On the far side of the lagoon, I spotted a small, nondescript building tucked against the trees. I hadn’t noticed it from the top. It looked empty, deserted.
“What’s that building back there?”
“Admin,” Ginji said simply, eyes still forward. And he left it at that.
I made a mental note. If he didn’t go into detail, it meant it was important.
We rounded the lagoon, the cart hugging the path along its edge. Up ahead, a sprawling building came into view—whitewashed walls, terra-cotta roof tiles, balconies draped in bougainvillea. It looked like it belonged on the coast of Spain, not a volcanic island off Japan.
Every other cart seemed to be heading the same way.
“So that’s where everyone stays for the festival?” I asked.
“Most guests do. Behind it are private villas for the VIPs.”
“Oooh, VIPs. Who would’ve thought.” I rolled my eyes.
I couldn’t believe it—VIPs, as if this were some kind of high-end resort. People actually paid a premium to be here. I didn’t get it at all.

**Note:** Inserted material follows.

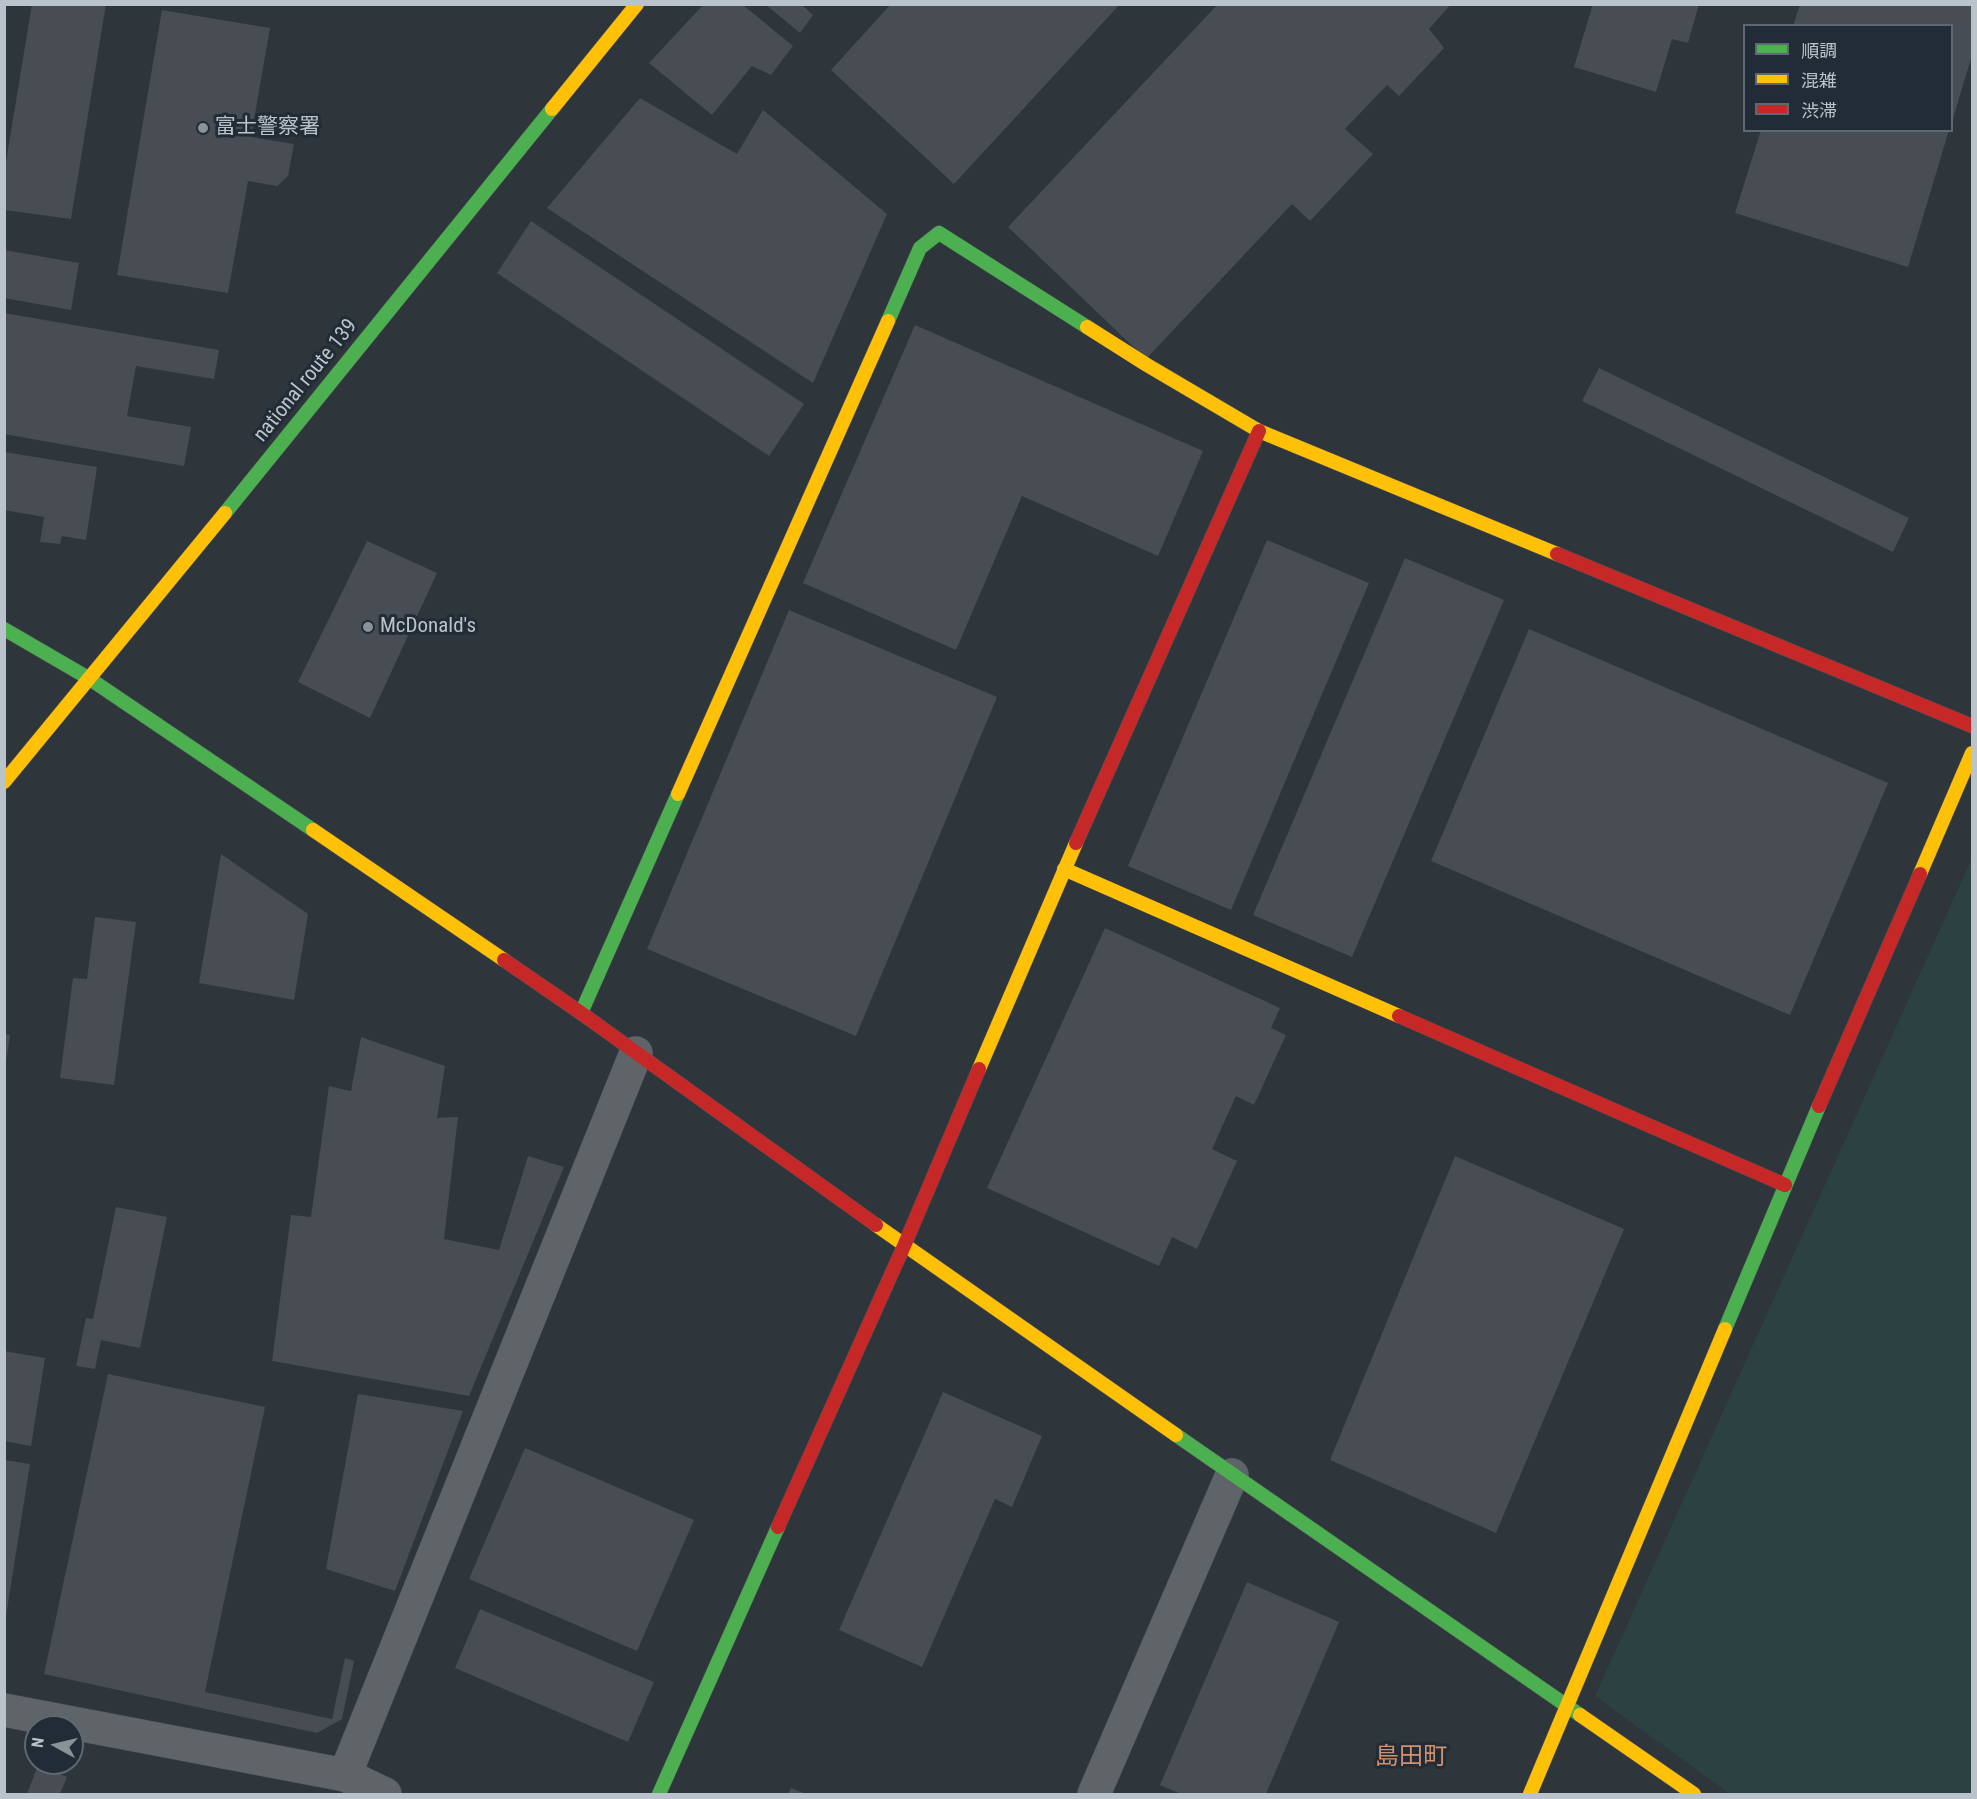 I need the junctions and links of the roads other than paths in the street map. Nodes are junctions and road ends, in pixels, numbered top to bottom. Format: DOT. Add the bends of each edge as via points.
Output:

“So with all the kids I’m seeing here, I take it the festival’s family-friendly?”
“It’s not Disneyland,” Ginji said with a grin, “but I like to think it’s just as thrilling.”
He drove us down a path that gave me a clearer view of the villas, and I had to admit—they looked pretty swanky.

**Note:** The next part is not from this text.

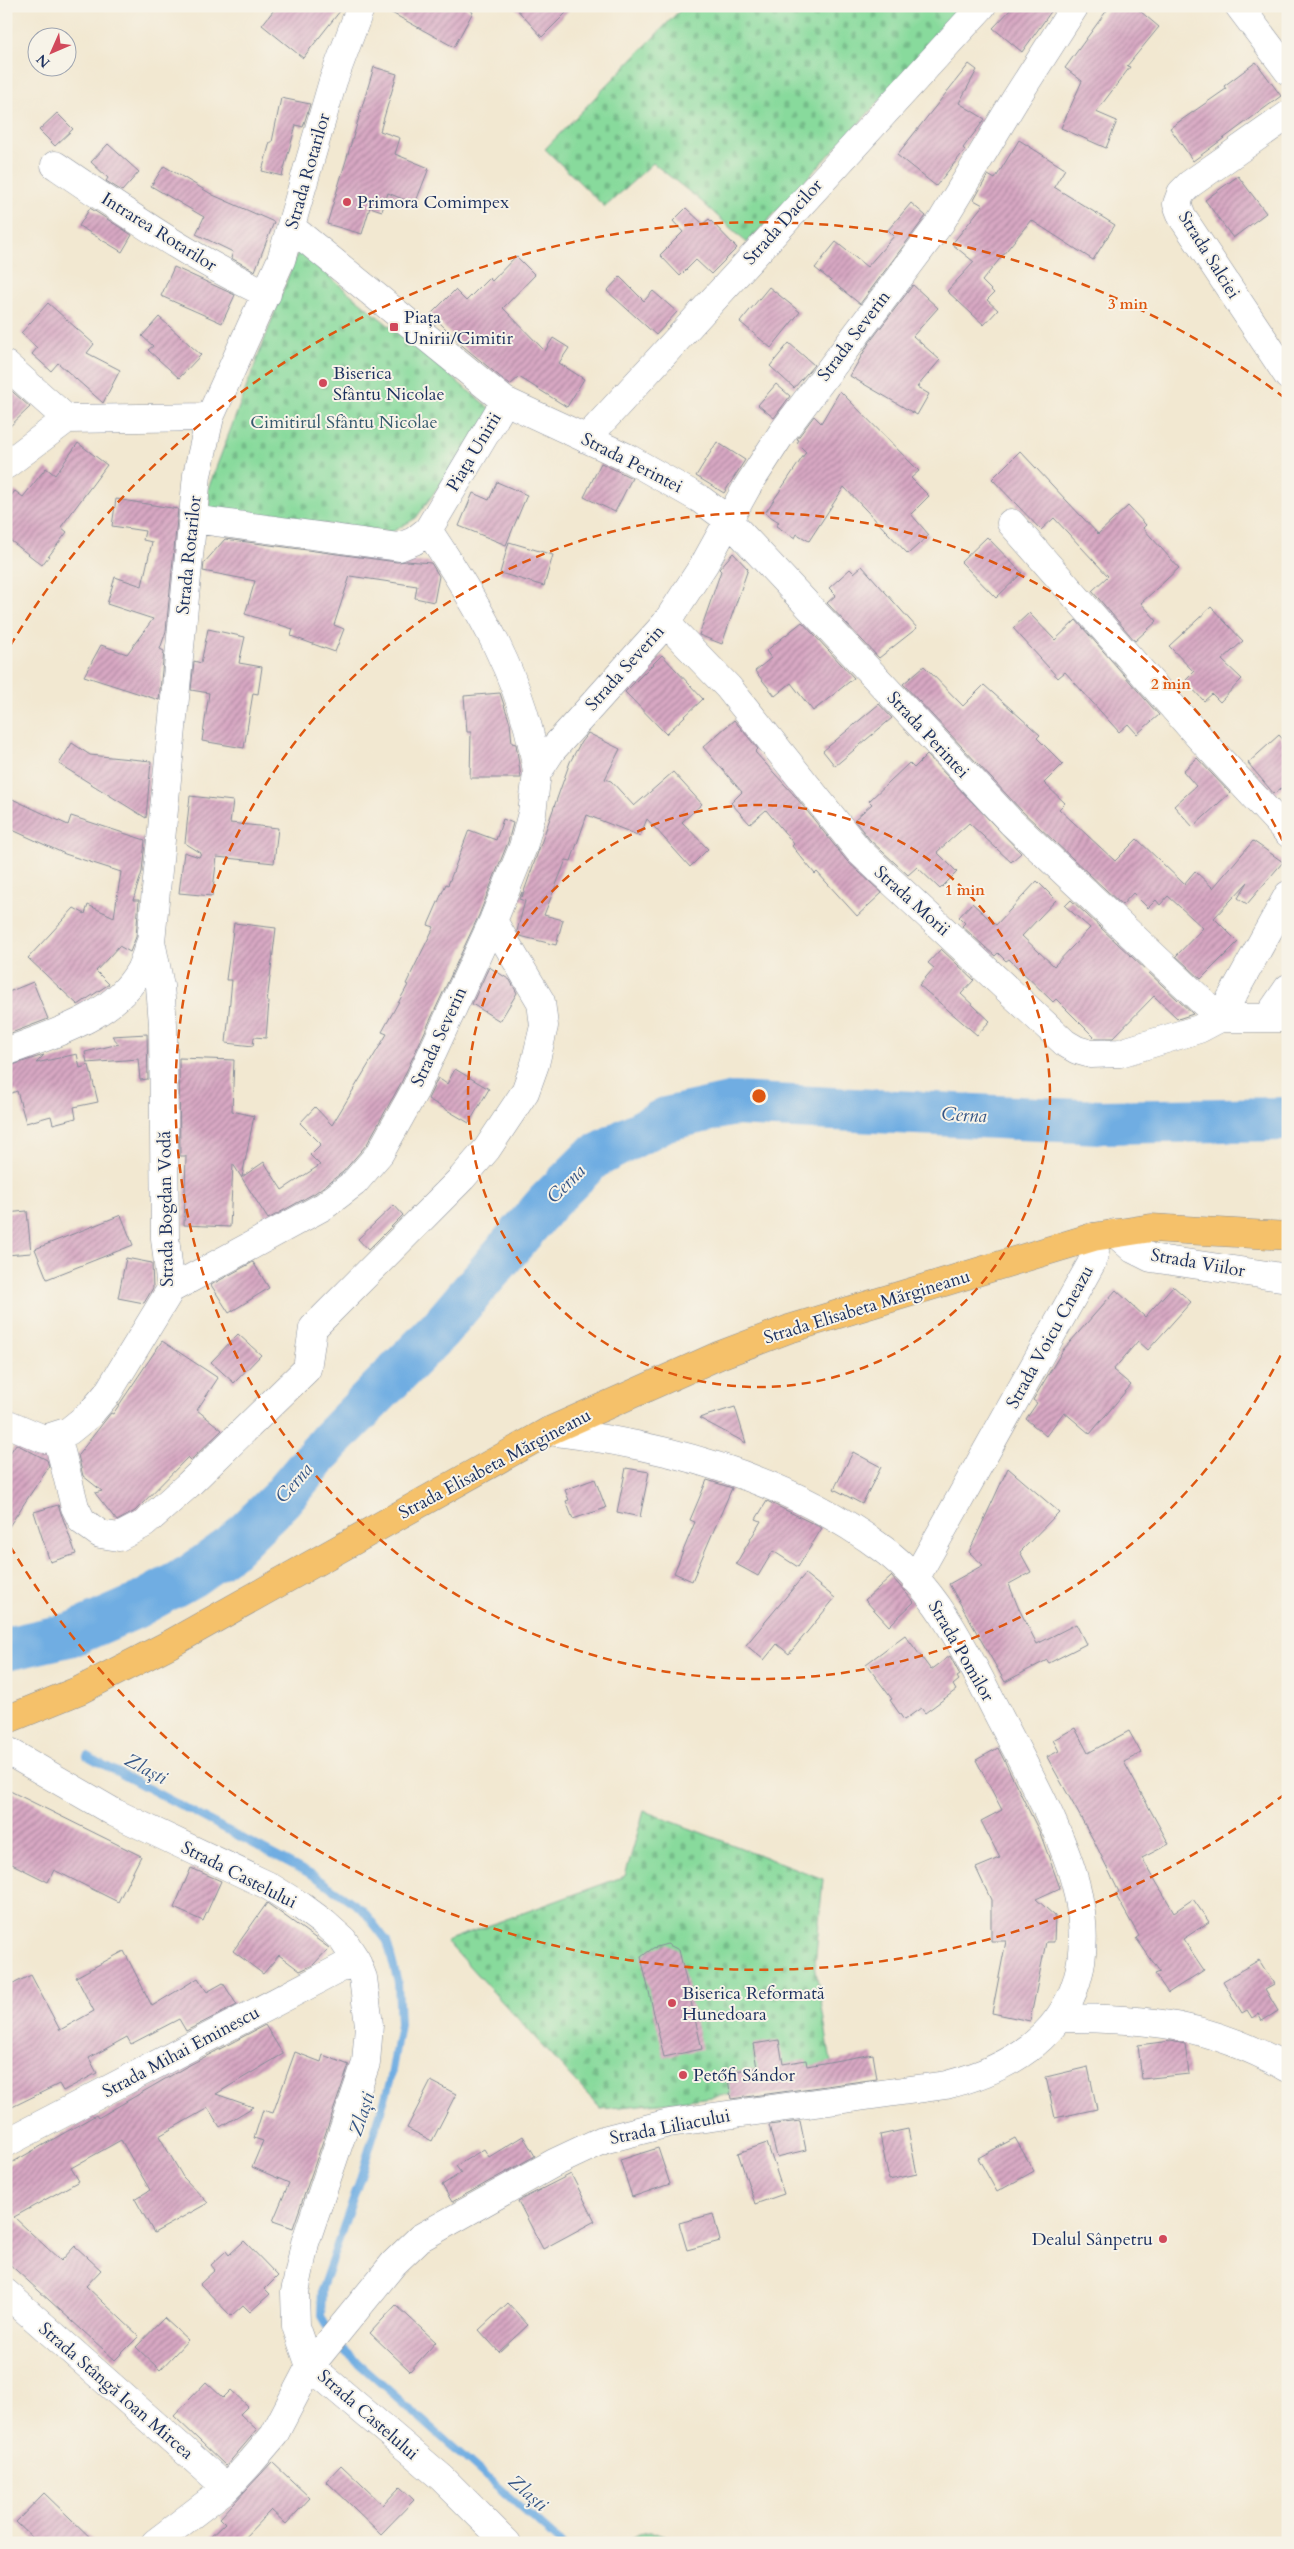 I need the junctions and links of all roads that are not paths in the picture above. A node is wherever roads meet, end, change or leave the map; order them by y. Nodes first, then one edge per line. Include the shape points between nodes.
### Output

“Each one has its own saltwater pool,” he said. “Only the best at Nokoribi.”
We cut through a small thicket. Guests walked along the path and between the trees, all streaming the same way. When we came out the other side, my jaw dropped.
There it was, rising from the ground with a presence that stole my breath—the arena.
It was even larger than it had looked from the cliffs. The outer wall soared high, a fusion of brushed steel and glass that gleamed under the sun. Rows of arches wrapped its circumference, stacked one above another in precise symmetry, drawing the eye upward. Balconies jutted from the upper tiers, draped with crimson-and-gold flags snapping in the wind. Around it sprawled dozens of tents, a pop-up village buzzing with life.
The crowds funneled toward a massive arch at the front. From a distance it looked ripped straight from ancient Rome: stone blocks, sweeping curves, a triumphal welcome. Tourists gasped, phones raised, snapping selfies as they passed beneath it.
The excitement was infectious. People cheered as they neared the entrance, voices rolling with the steady thump of drums echoing from somewhere inside.